Earlier this week I wrote a short blip about the Excruciating Silence that happens when a loved one fails to communicate. As I mentioned in that post, I am a communicator, sometimes an over-communicator. It drives me insane to feel like I have discord with a loved one. I have always been in favor of mediation, conflict resolution, and the pursuit of harmony. When silence lingers for too long (especially when personal and relational challenges are being faced) it’s easy to make assumptions or perhaps let resentments linger. One such instance of an uncomfortable and ongoing silence in my life happened when I started sharing with loved ones about my new-found atheism.

“Coming Out” Atheist: Eventual Silence

About two years ago, my husband and I shared some important information with our close family (specifically, our parents and siblings). We “came out” of our atheist closets and said:

  • We are not Christians anymore
  • We don’t have sufficient evidence for any gods and therefore don’t believe
  • We are at peace with our realization
  • We are still the same caring, fun-loving, and happy people that we were before 

Every single family member was surprised at this change of heart… I don’t blame them since we were seriously devoted to our faith for so long. Some family members had pretty mild reactions. Oh, but some of our family members…their response was not so tame. Raised voices. Heated arguments. Hurt feelings. Unusual behavior. Aggression. Blaming. All of these things erupted in the first few months after sharing our news.
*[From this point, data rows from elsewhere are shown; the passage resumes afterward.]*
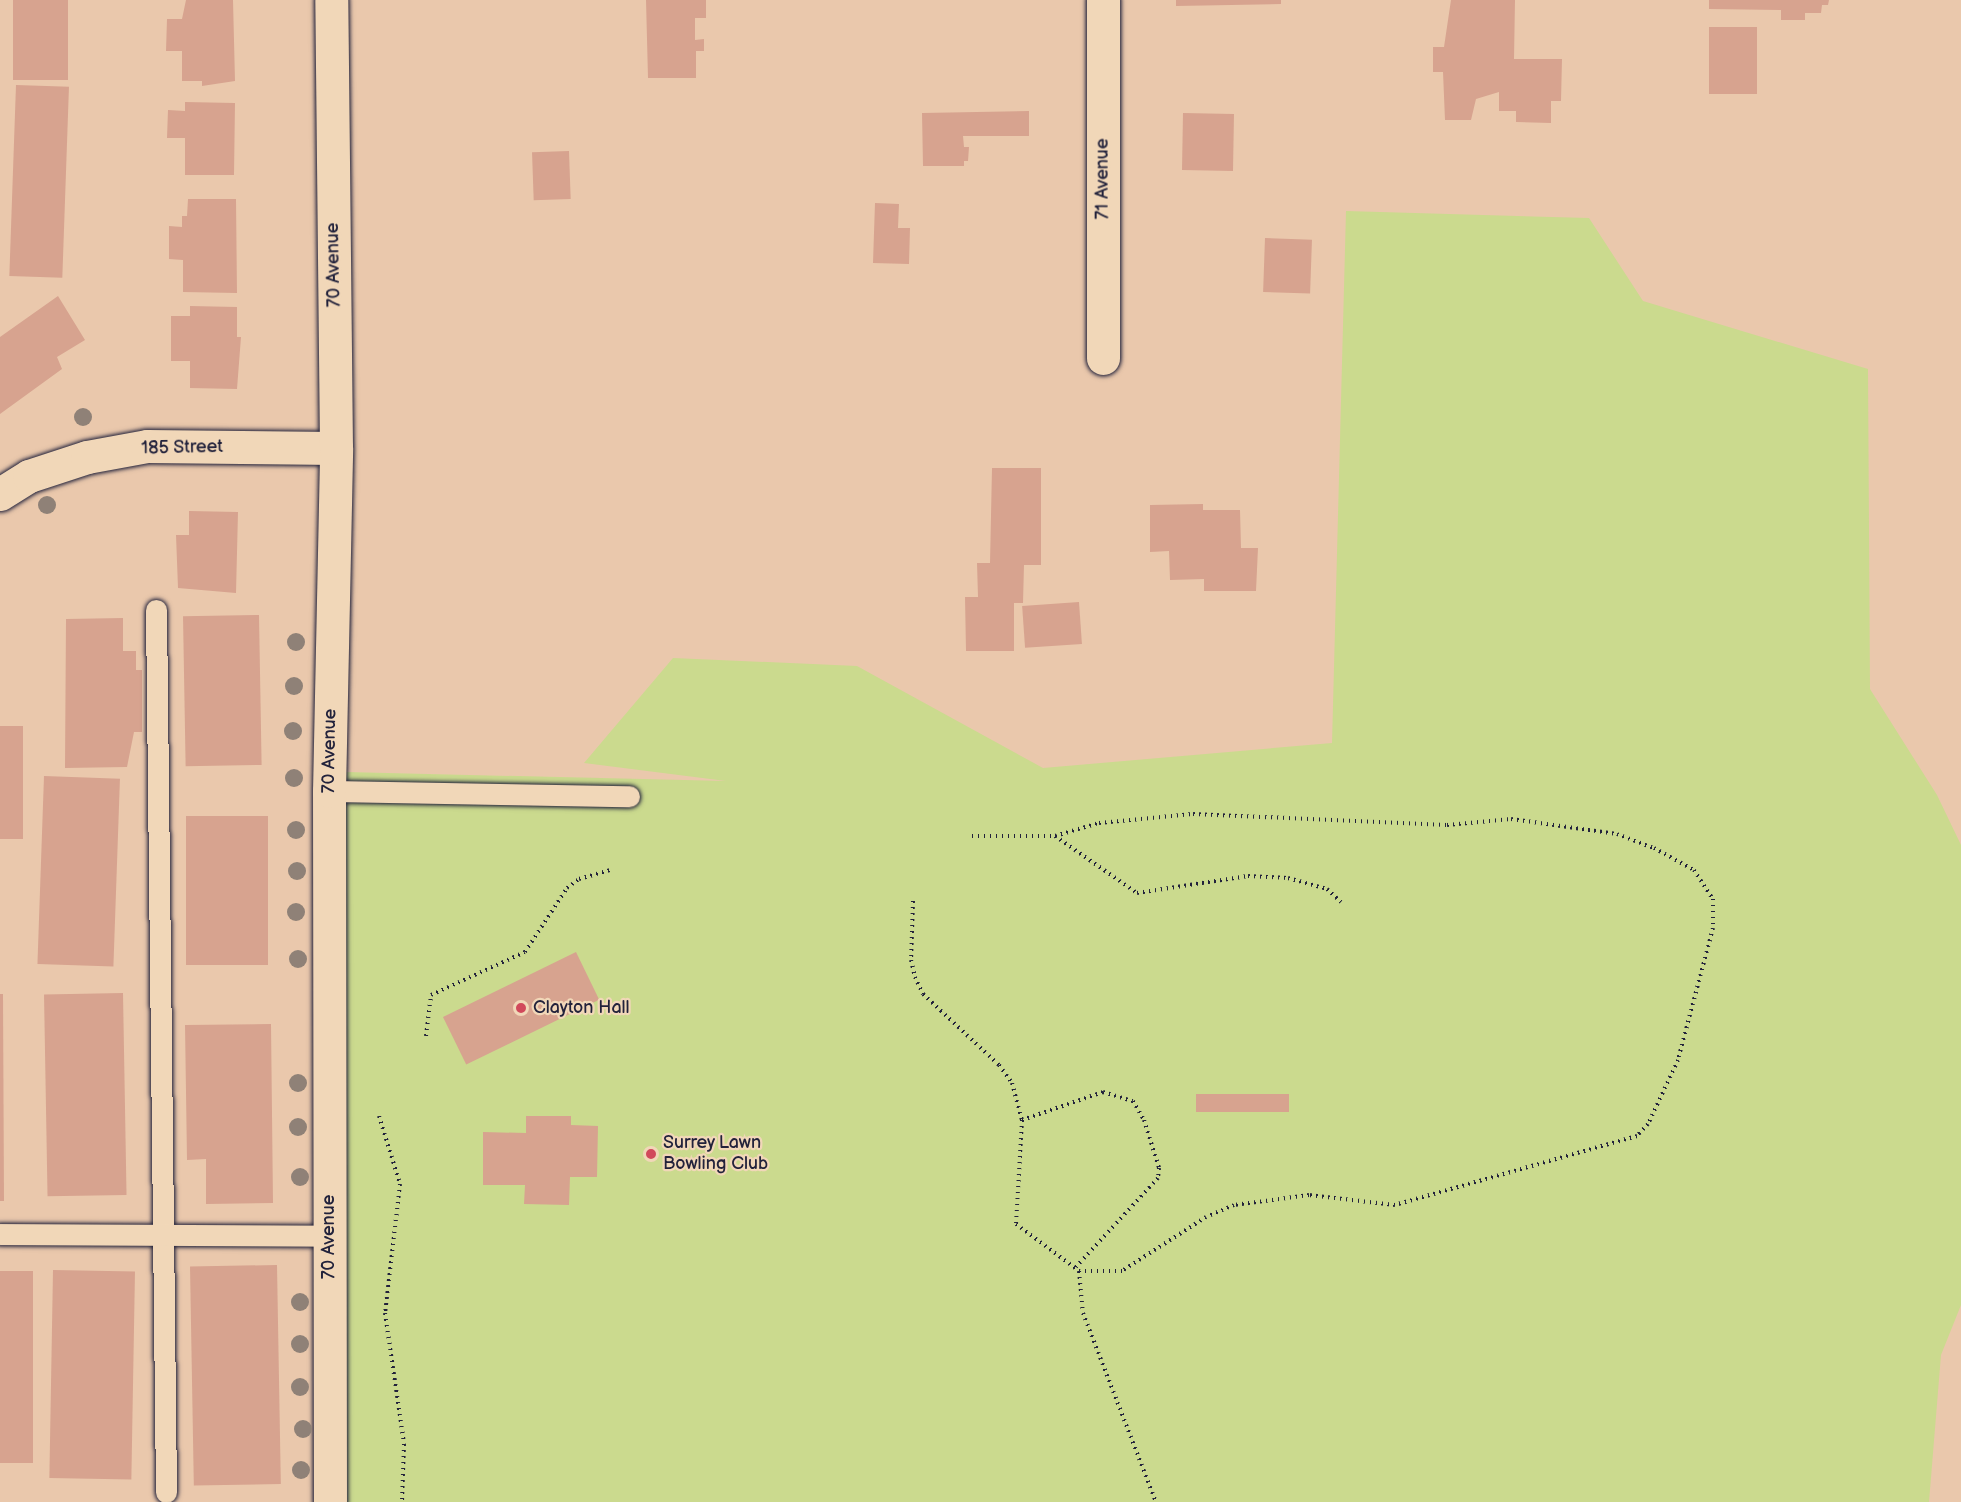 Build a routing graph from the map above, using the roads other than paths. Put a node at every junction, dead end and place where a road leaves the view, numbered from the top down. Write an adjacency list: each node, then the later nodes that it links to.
1 (331, 0): 4 (street, 70 Avenue)
2 (1103, 0): 3 (street, 71 Avenue)
3 (1103, 358)
4 (336, 448): 5 (street, 185 Street); 7 (street, 70 Avenue)
5 (0, 494)
6 (156, 610): 10 (lane)
7 (329, 791): 8 (lane); 11 (street, 70 Avenue)
8 (629, 796)
9 (0, 1234): 10 (lane)
10 (165, 1235): 11 (lane); 12 (lane)
11 (329, 1236): 13 (street, 70 Avenue)
12 (166, 1492)
13 (330, 1502)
Soon, the raging fire sizzled out and the rumblings ceased…

Silence.

Share faith? Feel free. Lack belief? Mums the word.

Share faith? Feel free. Lack belief? Mums the word.

Awkward, uncomfortable silence.

Excruciatingly painful yucky silence.

When it came to our lack of belief, our families cries went from passionate and vocal… to silent. In desperation I felt like shouting, “But, we used to talk so openly about so many things! Can’t we be real with each other without taking things so personally? Or at the very least, can we agree to disagree, choose to love each other, and THEN not talk about it?” I used to share my deepest emotions and thoughts with my family. Now that we disagree about our core beliefs, sharing in this way has become incredibly difficult, and for now, impossible.

I can hear some of you saying, “Why do you even need to talk about god?” Truly, I would be happy to avoid the god topic under the following conditions: religion isn’t being pushed on my family and we’re not looked down upon for our disbelief. For now, that is not the case.

Unfortunately, because some family members are so devoted to their god, I fear there will be strife, passive aggression, and awkward, painful silence indefinitely. I have rejected their core beliefs, somehow that hurts them. I have to remember, I am the one who changed gradually over time, and then suddenly, I dumped this shocking information on my family.

Perhaps, gradually over time, my family will embrace me with open arms once again, with a willingness to share and be real about who we are. 

But I’m not getting my hopes up.

In the mean time, I will attempt to be inspired by the words of actor and playwright, Harvey Fierstein:

Never be bullied into silence. Never allow yourself to be made a victim. Accept no one’s definition of your life; define yourself.